Although Tusk’s Citizens’ Coalition (PO) came in second place in the elections to the PiS by a margin of 35.4 per cent to 30.7, when combined with two other parties, the left-wing bloc secured more than 54 per cent of the total vote and set to collectively have more than the 248 necessary seats to form a governing coalition in the parliament.

Tusk may potentially have to wait until December before being allowed to form a government, however, given that President Duda — who is politically aligned against him — has thirty days after the election to ask a party to form a government and could further delay proceedings by first asking the conservative PiS — which won the most votes — to try to form a government first, despite next to no chance of them being able to do so.

The globalist politician attempted to pressure Duda ahead of their meeting this week, saying: “I am counting on constructive cooperation with the president and on quick decisions.”

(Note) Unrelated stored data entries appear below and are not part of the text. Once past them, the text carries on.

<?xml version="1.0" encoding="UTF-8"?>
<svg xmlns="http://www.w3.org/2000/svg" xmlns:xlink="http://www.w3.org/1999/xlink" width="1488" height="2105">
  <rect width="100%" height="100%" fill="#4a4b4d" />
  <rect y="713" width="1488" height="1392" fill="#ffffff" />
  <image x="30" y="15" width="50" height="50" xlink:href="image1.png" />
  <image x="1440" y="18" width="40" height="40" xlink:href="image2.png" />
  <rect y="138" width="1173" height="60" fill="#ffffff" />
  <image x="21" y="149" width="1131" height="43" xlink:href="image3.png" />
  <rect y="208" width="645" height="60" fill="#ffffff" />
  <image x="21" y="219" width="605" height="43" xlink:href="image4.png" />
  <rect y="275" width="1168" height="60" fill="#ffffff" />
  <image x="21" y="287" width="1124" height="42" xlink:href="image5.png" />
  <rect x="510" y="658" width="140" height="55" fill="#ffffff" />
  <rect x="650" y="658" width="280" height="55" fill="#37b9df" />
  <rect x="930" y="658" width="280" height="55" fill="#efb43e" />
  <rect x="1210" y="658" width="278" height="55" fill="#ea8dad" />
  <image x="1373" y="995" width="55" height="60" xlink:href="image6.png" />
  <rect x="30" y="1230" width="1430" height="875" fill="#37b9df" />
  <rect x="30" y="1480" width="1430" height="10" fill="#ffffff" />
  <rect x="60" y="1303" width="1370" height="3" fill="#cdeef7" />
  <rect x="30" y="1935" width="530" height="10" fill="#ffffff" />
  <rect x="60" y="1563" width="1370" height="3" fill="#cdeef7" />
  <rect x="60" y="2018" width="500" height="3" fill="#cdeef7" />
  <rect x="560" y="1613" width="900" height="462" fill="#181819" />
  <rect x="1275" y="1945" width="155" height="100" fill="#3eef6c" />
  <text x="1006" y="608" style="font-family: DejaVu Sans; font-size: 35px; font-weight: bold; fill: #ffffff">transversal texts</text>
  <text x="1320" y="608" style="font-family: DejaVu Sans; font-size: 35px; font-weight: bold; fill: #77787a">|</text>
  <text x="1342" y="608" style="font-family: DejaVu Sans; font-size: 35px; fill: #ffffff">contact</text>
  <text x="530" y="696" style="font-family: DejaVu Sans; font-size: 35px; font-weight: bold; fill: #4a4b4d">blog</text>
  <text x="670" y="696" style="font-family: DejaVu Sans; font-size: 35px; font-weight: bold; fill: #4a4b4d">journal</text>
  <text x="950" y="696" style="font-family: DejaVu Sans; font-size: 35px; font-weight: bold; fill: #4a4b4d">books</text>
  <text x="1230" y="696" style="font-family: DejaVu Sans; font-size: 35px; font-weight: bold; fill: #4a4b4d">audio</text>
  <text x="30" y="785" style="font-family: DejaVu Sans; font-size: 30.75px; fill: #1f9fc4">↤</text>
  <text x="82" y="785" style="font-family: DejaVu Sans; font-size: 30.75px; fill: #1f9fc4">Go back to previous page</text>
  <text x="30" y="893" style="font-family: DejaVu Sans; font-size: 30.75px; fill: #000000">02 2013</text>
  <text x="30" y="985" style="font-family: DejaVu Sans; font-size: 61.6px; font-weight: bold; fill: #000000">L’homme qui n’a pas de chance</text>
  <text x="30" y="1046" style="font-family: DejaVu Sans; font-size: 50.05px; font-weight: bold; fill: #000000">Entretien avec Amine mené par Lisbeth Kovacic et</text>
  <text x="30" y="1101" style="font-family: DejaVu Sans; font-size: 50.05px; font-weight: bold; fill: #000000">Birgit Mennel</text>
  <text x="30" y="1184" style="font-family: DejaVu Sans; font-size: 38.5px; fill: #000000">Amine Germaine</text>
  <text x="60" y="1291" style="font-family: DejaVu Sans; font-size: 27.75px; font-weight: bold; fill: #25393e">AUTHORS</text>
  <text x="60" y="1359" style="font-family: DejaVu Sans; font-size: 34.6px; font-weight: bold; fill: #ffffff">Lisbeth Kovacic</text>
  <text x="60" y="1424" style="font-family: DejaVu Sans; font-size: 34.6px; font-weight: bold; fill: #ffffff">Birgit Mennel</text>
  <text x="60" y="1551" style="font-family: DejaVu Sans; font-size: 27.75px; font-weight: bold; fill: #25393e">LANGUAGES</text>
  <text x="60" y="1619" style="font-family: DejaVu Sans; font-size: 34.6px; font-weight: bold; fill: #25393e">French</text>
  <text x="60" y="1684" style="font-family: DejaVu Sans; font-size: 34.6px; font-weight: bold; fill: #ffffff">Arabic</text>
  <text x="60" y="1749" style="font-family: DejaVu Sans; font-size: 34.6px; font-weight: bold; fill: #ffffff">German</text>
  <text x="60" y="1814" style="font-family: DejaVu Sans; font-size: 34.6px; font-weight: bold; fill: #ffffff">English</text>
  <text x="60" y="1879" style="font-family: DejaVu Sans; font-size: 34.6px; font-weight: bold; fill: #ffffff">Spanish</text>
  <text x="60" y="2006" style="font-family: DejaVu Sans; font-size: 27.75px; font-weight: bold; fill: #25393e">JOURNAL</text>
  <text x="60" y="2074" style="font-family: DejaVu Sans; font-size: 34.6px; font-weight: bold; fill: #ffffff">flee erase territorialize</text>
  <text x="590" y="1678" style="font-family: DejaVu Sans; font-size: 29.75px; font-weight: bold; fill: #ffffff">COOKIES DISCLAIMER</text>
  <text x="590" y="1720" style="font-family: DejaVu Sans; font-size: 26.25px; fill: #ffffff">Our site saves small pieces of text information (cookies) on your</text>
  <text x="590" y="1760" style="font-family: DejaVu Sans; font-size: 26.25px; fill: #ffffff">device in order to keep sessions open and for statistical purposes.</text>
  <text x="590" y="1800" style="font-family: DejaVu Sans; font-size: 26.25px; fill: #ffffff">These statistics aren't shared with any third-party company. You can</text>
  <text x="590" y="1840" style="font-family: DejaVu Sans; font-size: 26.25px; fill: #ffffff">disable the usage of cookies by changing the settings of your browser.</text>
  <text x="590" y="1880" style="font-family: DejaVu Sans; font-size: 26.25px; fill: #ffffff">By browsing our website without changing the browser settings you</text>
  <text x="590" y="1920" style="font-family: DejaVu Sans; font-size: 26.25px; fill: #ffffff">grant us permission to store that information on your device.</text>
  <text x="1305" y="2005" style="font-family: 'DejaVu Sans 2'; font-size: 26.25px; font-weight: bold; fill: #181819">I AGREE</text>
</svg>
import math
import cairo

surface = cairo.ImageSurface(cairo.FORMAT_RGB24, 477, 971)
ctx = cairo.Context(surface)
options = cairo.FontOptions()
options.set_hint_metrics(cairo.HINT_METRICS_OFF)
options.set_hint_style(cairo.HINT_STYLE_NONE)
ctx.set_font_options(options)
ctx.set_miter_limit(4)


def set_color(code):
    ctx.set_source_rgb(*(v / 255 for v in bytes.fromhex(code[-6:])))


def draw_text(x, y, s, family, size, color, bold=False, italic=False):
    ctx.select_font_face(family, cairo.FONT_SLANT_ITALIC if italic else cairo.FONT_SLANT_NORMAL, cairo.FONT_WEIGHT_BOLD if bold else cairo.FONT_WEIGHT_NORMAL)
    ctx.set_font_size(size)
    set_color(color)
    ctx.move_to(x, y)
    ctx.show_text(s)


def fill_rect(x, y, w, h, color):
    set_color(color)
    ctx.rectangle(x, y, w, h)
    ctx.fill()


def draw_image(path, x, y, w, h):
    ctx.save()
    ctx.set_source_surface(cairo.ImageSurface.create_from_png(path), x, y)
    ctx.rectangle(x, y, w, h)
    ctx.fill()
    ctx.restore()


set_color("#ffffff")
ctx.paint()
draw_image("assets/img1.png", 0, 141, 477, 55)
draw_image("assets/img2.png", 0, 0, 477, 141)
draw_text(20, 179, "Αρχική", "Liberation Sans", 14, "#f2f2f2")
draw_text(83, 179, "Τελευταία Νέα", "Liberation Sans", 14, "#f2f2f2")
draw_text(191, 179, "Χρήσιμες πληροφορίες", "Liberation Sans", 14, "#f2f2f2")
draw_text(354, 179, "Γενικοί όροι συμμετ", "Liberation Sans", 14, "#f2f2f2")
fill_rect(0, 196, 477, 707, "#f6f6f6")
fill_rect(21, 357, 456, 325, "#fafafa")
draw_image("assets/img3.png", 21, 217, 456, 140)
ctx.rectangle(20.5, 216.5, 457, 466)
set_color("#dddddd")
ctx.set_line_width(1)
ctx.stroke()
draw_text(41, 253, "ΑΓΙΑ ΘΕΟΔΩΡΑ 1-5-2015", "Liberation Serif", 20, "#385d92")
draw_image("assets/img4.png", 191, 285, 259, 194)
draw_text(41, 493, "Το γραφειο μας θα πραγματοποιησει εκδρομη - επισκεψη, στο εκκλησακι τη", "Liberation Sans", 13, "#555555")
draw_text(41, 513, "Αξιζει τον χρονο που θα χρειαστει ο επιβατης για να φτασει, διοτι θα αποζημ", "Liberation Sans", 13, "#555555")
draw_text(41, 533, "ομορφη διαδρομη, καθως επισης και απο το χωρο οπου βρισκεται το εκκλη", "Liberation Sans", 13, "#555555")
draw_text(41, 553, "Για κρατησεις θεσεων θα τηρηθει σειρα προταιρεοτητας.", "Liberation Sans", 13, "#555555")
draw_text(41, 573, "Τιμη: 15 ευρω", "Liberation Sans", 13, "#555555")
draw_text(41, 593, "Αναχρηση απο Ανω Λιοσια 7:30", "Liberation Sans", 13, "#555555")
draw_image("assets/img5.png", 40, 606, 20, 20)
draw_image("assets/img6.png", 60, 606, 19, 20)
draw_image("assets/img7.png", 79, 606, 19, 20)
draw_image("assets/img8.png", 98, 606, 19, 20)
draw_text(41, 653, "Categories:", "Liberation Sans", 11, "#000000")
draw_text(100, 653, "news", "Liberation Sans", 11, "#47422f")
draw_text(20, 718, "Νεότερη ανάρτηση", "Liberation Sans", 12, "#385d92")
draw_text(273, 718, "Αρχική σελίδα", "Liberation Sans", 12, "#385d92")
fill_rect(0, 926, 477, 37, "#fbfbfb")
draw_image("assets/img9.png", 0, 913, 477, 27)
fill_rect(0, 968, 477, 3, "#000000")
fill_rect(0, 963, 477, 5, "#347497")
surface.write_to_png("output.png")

The seemingly inevitable return of Tusk to power in Warsaw will likely have significant consequences not only for one of the hitherto most small-c conservative states in Europe but also throughout the EU given that the former Brussels bureaucrat will likely side with the neo-liberal governments in Berlin and Paris rather than with right-wing leaders in Budapest and Rome, and therefore likely further isolating Viktor Orbán in Hungary.

Previously, the governing Law and Justice (PiS) party in Poland had balked at attempts by Brussels to impose diktats on staple progressive issues such as transgender ideology, mass migration, and abortion. Despite winning the most votes of any party, the Law and Justice’s nationalist conservative platform will be reversed by Tusk.

Ahead of the election, Law and Justice argued that a vote for Tusk would only serve to advance the interest of foreign nations — specifically those in power in Berlin and Brussels — rather than the people of Poland. Prime Minister Morawiecki went so far as to say that “Tusk is the biggest threat to our security.”

The former EU Council chief has a history of not only undermining the national sovereignty of his own people but those further afield as well, previously serving as one of the top opponents of the populist Brexit movement in Britain, which he took steps to delay and sabotage while in power.

Tusk, who said that there was a “special place in hell” for British politicians who supported leaving the EU and that it was “one of the most spectacular mistakes”, admitted that he used his position of power in the EU to try to “prolong the debate” over Brexit with the hopes that “it could be reversible”. Demonstrating his autocratic tendencies, Tusk even admitted to pressuring former British Prime Minister David Cameron to ignore the referendum and therefore the will of the people entirely.